On a practical level, Neal's approach does chime with the work we have been doing on resilient communities. Over the past year at The Young Foundation we have been looking into how wellbeing can be measured at the local level. Research in two neighbourhoods, one in Malmö (Sweden) and one in Barcelona (Spain), illustrated the tension between integration and cohesion. We found that the more homogenous communities showed characteristics of 'survival' resilience - where social bonds were strong but also defensive and introverted; whilst the more integrated communities showed more evidence of 'adaptive' resilience - where people were open to new ideas and connections from outside the community cluster but these relationships weren't always strong enough to make things happen.
Although the conflict between integration and cohesion is a useful lens for looking at the behavioural trends in communities, it is important not to overly simplify community dynamics.
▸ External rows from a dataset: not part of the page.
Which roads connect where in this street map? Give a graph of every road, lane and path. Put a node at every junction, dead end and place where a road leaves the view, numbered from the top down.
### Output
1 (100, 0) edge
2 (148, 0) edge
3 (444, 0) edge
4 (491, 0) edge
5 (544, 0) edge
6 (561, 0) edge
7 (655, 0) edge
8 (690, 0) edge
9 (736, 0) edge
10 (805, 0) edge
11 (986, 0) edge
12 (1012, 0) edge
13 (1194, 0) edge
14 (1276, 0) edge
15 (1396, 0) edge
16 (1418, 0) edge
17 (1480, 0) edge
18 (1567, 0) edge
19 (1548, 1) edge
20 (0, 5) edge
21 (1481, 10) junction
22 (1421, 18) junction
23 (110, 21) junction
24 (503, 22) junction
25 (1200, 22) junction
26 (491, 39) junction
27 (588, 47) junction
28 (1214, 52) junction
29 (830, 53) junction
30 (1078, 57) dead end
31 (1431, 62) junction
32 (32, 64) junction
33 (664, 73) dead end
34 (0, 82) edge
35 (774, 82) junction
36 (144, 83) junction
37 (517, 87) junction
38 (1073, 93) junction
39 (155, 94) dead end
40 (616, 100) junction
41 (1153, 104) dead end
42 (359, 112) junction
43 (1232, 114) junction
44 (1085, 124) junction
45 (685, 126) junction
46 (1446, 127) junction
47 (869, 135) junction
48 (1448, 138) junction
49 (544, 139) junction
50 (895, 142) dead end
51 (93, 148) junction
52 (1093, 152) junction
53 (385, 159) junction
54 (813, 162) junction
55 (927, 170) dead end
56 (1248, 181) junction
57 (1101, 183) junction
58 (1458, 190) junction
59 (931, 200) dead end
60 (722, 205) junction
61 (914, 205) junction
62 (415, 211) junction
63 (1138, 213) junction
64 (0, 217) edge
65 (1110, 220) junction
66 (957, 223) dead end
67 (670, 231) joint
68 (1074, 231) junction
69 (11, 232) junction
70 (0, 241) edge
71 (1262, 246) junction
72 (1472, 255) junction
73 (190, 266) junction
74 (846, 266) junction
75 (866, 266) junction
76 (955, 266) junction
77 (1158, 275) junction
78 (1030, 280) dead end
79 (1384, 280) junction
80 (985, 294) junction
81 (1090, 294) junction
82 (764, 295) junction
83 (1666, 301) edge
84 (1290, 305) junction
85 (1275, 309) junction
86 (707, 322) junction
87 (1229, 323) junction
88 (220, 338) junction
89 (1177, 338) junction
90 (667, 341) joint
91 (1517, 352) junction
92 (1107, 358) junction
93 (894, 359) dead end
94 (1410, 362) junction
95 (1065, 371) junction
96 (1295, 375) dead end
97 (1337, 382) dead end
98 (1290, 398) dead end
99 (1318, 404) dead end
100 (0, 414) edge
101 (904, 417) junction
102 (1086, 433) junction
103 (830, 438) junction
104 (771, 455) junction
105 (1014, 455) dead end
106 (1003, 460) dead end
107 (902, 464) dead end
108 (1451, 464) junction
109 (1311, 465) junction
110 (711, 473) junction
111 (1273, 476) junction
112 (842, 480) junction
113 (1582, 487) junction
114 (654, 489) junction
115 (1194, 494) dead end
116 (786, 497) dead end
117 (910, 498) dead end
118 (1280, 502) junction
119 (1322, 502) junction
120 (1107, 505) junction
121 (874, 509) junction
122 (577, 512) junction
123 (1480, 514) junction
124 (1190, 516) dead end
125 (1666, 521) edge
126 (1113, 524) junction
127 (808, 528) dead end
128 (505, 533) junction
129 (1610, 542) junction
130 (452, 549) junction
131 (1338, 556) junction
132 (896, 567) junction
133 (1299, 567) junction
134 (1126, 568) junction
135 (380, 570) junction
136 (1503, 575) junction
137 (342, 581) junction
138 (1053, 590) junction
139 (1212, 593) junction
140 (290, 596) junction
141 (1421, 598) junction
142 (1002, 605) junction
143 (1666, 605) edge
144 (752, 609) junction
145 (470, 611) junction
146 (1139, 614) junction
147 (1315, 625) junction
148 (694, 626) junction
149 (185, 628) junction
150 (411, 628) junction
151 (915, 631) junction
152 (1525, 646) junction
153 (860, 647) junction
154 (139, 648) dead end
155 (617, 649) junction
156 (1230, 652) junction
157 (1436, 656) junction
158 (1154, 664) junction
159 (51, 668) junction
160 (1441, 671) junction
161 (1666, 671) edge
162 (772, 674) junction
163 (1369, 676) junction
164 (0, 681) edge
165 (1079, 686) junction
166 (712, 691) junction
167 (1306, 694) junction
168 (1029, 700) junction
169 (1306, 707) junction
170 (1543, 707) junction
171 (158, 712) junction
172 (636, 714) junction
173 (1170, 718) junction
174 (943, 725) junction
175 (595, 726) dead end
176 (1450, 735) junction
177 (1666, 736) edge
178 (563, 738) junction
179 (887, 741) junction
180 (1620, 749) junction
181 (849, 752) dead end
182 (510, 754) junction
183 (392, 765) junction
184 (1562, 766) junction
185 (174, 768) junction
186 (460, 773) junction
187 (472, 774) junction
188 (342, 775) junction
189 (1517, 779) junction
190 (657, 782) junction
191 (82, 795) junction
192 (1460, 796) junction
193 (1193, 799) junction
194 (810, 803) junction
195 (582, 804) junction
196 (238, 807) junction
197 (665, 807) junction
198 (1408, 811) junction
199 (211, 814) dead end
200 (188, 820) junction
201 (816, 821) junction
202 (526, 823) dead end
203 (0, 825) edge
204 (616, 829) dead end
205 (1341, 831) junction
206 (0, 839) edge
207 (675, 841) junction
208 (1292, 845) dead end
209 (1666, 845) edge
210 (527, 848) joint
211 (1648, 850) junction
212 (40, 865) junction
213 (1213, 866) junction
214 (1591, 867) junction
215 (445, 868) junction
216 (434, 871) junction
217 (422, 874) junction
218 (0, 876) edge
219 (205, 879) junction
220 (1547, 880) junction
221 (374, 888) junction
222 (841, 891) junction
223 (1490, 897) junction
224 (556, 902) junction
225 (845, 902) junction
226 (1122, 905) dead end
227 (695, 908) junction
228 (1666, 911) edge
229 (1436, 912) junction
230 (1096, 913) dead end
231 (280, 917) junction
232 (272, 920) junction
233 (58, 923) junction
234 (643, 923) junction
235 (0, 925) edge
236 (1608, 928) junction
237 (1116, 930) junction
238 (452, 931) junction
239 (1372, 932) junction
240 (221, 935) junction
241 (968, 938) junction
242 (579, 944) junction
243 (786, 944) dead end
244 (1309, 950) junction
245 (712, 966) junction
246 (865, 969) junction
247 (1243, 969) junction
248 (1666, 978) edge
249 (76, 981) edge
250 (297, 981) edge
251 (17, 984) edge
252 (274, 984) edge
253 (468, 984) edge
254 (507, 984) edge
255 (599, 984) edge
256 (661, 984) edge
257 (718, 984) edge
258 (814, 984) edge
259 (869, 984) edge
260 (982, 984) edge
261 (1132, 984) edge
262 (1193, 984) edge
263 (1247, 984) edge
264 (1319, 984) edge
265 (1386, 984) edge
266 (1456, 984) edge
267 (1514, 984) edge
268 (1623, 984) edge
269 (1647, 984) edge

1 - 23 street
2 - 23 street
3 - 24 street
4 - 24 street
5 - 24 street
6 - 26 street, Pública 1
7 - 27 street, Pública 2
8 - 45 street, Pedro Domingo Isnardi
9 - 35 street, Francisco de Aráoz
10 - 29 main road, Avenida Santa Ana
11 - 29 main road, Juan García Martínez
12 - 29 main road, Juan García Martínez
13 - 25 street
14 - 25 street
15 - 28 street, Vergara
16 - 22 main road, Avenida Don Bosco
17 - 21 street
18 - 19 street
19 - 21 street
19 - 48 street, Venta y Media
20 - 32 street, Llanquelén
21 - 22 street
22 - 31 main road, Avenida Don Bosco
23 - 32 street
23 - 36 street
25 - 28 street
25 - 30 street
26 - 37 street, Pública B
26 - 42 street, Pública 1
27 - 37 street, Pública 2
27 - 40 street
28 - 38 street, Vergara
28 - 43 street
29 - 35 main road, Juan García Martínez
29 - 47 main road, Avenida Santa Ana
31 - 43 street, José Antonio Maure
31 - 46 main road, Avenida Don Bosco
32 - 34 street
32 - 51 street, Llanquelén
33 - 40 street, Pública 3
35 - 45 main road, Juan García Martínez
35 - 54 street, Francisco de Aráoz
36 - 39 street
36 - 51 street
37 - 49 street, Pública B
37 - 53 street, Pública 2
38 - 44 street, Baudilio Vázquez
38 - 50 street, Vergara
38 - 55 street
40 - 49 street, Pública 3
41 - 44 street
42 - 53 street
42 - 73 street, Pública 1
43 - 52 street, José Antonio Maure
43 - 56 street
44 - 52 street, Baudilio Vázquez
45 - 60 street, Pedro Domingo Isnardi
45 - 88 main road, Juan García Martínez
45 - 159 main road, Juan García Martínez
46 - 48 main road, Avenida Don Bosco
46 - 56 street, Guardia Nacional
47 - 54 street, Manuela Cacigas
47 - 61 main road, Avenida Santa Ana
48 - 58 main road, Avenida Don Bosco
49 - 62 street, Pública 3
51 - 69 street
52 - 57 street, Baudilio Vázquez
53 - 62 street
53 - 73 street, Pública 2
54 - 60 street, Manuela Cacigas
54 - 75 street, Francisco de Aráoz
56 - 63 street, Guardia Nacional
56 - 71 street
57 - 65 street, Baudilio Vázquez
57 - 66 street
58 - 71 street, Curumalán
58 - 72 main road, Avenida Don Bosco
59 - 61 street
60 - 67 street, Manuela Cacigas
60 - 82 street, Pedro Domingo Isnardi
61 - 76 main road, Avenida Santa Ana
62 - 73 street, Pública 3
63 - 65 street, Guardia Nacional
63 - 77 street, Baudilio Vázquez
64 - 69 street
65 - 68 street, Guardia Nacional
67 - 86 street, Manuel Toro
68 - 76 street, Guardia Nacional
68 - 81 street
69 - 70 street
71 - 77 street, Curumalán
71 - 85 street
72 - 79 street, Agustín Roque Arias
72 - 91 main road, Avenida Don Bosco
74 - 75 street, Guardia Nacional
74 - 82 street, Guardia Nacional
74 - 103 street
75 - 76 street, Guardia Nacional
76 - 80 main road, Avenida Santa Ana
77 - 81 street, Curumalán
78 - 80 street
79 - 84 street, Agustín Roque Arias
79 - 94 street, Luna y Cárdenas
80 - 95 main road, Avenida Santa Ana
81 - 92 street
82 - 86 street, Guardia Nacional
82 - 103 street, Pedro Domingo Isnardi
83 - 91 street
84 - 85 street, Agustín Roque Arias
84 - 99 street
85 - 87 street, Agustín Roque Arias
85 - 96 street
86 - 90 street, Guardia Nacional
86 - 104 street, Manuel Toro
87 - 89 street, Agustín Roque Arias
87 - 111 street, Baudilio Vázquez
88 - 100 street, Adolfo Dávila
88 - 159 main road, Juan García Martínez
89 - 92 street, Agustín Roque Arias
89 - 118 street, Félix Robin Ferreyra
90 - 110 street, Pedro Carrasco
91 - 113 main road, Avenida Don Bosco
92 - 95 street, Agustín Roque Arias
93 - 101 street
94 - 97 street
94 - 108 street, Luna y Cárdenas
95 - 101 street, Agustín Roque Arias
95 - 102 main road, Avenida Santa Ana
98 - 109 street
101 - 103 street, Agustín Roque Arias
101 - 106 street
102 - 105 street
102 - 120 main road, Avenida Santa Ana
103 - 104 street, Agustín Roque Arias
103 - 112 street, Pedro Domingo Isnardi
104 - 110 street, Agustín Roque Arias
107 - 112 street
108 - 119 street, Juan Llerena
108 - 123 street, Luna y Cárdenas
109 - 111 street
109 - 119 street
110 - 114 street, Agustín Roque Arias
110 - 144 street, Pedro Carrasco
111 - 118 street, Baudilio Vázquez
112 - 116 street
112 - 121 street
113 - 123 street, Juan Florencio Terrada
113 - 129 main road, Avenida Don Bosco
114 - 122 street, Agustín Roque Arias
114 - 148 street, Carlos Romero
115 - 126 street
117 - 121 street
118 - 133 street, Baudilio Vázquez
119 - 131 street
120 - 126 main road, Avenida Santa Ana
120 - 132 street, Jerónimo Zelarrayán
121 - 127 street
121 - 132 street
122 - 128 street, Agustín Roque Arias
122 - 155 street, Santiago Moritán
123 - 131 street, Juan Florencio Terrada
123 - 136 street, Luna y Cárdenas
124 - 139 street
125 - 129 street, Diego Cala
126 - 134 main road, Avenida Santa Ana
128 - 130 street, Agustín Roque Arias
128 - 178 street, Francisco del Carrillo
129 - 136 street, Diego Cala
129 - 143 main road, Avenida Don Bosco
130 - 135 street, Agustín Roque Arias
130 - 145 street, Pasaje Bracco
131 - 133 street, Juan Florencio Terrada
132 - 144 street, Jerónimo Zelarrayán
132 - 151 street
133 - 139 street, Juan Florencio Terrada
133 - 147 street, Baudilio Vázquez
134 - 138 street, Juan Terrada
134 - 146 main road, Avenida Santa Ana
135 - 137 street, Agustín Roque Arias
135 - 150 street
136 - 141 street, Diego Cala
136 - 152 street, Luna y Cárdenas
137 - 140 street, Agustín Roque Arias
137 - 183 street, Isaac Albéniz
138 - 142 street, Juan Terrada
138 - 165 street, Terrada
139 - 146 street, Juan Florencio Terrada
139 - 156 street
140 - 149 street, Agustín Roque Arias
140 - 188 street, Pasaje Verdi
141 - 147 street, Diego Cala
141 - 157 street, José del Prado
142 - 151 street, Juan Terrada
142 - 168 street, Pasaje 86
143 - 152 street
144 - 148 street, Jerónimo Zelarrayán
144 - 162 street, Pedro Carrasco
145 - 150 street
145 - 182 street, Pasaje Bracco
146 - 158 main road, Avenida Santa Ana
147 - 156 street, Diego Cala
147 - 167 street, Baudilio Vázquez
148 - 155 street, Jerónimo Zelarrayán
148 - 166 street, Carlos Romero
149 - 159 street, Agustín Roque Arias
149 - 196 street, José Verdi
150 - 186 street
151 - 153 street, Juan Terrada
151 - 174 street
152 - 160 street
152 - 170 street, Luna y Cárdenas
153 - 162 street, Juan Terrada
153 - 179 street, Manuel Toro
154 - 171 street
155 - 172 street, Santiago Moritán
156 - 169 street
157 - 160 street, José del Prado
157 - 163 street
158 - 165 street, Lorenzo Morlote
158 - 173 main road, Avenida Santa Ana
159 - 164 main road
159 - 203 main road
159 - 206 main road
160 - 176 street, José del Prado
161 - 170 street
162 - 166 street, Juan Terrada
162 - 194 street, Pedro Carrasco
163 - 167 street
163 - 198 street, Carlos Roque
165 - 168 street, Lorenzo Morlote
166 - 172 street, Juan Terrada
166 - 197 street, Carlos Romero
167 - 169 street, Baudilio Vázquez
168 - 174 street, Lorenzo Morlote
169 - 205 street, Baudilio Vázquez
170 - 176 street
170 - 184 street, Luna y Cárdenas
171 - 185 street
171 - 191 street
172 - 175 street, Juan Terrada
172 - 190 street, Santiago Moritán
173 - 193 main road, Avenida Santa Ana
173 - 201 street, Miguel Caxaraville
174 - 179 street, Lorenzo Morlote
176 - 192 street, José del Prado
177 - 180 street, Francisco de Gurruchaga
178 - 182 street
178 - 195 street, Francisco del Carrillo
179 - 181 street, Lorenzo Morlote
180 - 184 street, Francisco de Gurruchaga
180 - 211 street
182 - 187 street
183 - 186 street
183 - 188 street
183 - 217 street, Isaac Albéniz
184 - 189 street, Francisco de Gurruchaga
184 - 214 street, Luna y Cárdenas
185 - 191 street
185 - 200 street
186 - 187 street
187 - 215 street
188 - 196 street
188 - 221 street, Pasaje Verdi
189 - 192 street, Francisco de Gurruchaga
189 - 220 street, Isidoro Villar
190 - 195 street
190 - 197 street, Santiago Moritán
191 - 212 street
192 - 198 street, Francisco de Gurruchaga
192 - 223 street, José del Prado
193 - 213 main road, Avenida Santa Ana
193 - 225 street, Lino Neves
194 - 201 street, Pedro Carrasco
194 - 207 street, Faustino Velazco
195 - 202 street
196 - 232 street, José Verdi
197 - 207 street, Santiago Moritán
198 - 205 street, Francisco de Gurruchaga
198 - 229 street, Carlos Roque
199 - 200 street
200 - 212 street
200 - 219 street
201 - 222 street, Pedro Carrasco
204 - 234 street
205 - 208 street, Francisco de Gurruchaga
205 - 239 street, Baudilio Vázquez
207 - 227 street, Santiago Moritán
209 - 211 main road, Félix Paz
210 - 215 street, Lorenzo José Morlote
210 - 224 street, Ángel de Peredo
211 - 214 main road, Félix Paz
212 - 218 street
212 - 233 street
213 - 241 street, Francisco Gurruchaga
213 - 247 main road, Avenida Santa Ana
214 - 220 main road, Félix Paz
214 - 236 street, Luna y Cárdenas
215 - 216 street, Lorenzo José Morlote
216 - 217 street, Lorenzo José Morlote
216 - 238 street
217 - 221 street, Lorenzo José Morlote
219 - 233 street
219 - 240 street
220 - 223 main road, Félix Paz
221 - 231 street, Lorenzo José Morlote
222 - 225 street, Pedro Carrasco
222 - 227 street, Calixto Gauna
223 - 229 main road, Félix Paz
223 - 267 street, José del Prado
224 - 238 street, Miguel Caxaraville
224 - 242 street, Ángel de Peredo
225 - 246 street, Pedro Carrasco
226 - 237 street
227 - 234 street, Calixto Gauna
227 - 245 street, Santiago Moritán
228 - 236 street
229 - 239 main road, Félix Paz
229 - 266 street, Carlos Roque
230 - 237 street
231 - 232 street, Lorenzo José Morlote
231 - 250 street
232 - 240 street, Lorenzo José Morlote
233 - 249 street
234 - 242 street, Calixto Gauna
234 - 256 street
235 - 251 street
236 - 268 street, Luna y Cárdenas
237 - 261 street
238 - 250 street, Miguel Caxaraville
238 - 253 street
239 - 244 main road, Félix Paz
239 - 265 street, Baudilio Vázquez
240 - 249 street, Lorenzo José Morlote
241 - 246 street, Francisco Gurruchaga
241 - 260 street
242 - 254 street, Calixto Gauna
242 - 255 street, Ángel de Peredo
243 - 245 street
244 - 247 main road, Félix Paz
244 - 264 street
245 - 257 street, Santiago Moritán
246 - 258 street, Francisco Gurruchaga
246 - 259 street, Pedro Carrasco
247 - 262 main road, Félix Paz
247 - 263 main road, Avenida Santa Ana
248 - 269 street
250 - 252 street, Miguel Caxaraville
Neighbourhoods are complex entities with multiple communities interacting with each other; in our case studies, diverse groups, isolated groups, strong networks and weaker ones all existed in these places simultaneously. Also, we can't just focus on commonality, as this is only one of many factors that determine neighbourhood relations.
Nevertheless, it is important to identify the communities where integration and cohesion are directly coming into conflict, for example when a group of new residents move into an existing neighbourhood with a different economic or ethnic background to their own. So is there a way of breaking this trend? If you accept that we are more likely to relate to similar people, then perhaps one solution is for us to broaden the types of people who we consider to be 'like us'. Neal gave the example of universities as spaces where people with different backgrounds might become homophilic by developing a common interest. But universities obviously cannot be embedded in most communities and besides often sit within a bubble of their own.
Neighbourhood activities can cultivate networks by opening up the potential for new relationships to form with different people that live nearby. Take the GoodGym for example, a befriending service that has provided people living in proximity - but who would not usually interact - with a mutually beneficial arrangement. Similarly The U, a venture set up by The Young Foundation, shows how neighbourhood spaces can also be used. The U brings together diverse groups of individuals in a community setting who may not ordinarily meet, to connect and share socially useful skills with one another. According to the U's director Radhika Bynon "positive local experiences help make you feel like you belong".
As the examples above show, the social connectedness of communities can be reinforced without them becoming too closed and homogenous. With communities growing and increasingly competing for resources, there is even more of an imperative to test out ideas within communities and create spaces where we can re-adjust how we define who we are and who the collective is.